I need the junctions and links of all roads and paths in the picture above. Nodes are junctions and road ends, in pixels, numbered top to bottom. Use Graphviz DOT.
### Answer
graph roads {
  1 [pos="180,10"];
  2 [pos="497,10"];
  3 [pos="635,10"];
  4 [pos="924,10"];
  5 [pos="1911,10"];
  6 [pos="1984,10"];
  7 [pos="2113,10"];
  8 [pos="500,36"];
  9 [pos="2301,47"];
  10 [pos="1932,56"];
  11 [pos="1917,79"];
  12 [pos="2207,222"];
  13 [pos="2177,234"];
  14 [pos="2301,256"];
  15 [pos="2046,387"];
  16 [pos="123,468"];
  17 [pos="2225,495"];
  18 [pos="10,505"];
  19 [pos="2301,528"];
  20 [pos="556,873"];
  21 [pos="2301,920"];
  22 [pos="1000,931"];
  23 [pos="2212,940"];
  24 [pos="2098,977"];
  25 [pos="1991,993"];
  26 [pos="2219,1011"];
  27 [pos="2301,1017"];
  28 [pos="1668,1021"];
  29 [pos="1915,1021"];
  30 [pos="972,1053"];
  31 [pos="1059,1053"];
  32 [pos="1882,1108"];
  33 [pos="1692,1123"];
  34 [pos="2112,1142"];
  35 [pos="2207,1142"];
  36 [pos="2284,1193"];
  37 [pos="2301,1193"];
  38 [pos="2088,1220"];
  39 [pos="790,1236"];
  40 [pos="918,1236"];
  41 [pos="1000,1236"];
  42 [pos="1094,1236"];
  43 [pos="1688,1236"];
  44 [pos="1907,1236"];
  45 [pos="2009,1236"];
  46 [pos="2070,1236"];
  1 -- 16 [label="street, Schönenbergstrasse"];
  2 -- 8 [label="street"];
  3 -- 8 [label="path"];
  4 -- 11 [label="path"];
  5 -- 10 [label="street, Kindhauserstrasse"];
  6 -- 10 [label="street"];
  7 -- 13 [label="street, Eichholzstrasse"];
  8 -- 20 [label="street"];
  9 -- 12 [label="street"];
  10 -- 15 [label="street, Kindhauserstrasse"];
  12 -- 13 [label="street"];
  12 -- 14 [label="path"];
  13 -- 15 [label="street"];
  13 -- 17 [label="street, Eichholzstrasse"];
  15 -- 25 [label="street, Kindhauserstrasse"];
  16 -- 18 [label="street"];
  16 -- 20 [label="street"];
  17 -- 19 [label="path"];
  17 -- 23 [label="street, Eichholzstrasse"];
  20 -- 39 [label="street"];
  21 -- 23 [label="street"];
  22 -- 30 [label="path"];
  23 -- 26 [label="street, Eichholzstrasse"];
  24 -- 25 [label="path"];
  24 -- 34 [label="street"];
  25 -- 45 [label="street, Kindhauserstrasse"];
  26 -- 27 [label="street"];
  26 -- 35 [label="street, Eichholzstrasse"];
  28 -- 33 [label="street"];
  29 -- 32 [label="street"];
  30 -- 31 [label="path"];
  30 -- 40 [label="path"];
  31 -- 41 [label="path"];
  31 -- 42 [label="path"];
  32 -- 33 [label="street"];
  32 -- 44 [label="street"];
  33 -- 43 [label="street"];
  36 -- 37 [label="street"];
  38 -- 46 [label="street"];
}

- [Action item]
The string "Kindhauserstrasse" may appear in lines of the listing above; tally those lines and give the number only.

- [Result of the exercise]
4